Until recently, no direct, land-based fibre network existed between East and West Africa. Network traffic between Kinshasa in the DRC and Dar es Salaam in Tanzania, for example, was routed via London.
Liquid Telecom’s East to West fibre link promises significantly reduced latency between major continents via Africa. It also meets the growing demand from global enterprises for fast, reliable, high-capacity and cost-effective communication across the southern hemisphere.
This new extension connects the DRC to neighbouring Tanzania and Zambia with onward connectivity to Liquid Telecom’s ‘One Africa’ broadband network fast approaching 70,000km. It is central to the company’s vision to create a single fibre network spanning the entire African continent - North to South and East to West.
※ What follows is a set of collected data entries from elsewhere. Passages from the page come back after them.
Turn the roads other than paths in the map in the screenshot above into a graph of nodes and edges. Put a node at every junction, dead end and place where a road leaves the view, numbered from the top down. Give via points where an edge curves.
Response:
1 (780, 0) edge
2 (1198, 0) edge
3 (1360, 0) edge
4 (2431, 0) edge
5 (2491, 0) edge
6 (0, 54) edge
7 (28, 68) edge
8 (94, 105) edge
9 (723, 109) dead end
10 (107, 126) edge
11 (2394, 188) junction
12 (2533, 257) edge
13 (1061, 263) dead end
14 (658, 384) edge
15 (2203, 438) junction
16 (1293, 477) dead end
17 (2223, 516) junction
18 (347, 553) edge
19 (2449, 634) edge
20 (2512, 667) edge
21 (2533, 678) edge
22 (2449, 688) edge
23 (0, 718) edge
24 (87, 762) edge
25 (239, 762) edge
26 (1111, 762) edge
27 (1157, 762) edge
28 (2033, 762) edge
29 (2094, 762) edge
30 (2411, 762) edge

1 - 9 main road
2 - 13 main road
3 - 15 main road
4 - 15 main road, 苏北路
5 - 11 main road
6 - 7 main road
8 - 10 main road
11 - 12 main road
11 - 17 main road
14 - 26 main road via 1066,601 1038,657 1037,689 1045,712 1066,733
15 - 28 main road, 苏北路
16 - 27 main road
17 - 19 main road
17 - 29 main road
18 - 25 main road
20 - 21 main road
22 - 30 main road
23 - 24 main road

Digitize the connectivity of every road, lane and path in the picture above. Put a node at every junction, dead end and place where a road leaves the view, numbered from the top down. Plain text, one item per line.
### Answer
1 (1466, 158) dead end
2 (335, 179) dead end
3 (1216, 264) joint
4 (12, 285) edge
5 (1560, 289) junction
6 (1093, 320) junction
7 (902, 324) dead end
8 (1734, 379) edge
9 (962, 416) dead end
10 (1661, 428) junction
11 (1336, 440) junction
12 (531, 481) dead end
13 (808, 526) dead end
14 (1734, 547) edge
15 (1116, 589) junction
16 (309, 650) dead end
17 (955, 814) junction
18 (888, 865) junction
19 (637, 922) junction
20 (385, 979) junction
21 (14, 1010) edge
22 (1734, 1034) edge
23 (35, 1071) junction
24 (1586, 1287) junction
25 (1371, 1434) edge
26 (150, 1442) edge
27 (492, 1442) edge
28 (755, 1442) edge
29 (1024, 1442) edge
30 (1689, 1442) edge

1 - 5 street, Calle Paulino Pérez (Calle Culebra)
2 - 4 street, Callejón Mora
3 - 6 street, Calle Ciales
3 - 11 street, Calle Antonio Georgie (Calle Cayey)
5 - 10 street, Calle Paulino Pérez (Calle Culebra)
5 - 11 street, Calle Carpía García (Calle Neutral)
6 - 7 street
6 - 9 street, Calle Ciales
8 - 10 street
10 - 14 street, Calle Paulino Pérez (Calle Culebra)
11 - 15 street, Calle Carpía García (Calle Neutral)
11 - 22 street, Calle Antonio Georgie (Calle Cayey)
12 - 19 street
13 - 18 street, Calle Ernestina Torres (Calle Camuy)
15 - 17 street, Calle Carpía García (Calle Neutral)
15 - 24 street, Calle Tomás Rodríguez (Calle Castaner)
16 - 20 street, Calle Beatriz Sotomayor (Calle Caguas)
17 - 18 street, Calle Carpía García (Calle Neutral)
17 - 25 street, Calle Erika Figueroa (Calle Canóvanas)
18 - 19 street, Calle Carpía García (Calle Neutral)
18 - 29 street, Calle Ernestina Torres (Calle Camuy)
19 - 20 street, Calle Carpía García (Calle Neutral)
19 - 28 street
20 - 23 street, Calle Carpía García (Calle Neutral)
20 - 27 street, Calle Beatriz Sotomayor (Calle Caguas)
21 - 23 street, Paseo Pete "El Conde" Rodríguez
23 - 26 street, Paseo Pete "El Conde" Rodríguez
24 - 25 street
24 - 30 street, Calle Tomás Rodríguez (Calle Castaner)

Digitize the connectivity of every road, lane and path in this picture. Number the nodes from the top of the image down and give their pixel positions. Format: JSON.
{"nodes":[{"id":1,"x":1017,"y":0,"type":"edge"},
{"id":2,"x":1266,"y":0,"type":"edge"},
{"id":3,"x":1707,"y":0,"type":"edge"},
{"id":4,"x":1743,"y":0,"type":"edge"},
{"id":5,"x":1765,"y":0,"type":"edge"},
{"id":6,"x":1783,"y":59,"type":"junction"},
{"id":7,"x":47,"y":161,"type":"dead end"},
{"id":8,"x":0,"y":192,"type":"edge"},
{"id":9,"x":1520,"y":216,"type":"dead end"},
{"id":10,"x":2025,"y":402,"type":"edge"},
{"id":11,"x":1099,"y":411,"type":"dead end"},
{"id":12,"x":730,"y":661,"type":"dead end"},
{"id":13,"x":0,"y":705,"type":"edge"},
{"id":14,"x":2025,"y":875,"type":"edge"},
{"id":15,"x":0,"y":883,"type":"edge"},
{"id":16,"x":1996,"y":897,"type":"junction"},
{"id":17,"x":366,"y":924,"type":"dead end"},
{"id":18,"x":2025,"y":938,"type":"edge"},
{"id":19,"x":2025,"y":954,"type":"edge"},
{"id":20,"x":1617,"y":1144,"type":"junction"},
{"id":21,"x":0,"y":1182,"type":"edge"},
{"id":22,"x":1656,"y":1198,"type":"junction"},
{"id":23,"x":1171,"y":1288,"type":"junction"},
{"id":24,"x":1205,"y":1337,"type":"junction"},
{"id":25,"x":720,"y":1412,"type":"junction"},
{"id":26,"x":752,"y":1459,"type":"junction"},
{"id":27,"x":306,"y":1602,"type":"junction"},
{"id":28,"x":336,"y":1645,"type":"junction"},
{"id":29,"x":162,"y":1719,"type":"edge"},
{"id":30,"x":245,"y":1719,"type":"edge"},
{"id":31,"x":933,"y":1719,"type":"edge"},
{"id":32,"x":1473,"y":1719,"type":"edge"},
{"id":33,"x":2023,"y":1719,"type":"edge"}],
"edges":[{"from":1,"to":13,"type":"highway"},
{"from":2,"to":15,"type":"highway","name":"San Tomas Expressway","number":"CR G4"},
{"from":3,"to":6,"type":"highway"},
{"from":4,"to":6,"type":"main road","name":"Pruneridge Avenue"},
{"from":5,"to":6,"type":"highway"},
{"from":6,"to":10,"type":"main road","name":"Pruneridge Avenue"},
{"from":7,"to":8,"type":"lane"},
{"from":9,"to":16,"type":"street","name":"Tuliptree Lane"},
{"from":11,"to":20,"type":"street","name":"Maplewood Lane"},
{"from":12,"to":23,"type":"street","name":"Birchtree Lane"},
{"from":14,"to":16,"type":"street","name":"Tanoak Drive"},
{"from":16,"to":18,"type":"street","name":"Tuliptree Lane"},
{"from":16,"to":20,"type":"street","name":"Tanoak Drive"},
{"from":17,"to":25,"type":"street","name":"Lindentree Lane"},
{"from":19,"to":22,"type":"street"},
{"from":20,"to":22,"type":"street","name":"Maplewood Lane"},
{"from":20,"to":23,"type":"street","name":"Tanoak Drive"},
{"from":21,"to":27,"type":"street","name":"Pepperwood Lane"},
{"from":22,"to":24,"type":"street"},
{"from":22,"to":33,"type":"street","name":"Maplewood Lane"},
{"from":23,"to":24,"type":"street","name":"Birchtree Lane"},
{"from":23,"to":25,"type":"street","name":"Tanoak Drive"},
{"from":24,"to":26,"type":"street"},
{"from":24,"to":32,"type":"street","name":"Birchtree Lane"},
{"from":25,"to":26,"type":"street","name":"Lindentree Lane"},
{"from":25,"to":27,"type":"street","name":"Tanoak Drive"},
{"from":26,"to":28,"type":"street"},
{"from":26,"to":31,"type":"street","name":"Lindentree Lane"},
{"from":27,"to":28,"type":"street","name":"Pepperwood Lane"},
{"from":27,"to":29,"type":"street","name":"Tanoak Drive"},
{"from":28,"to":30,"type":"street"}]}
By doing this, it not only considerably shortened the communications route between East and West Africa and contributed to keeping the traffic local, it also laid the groundwork for connecting millions of Africa’s citizens to the internet and the world.
''This is a significant milestone in continued expansion of modern telecommunications infrastructure across the African continent, supporting governments’ policies aimed at closing the digital divide within their countries and ultimately ensuring connectivity,'' Director at Africa Analysis Dobek Pater said.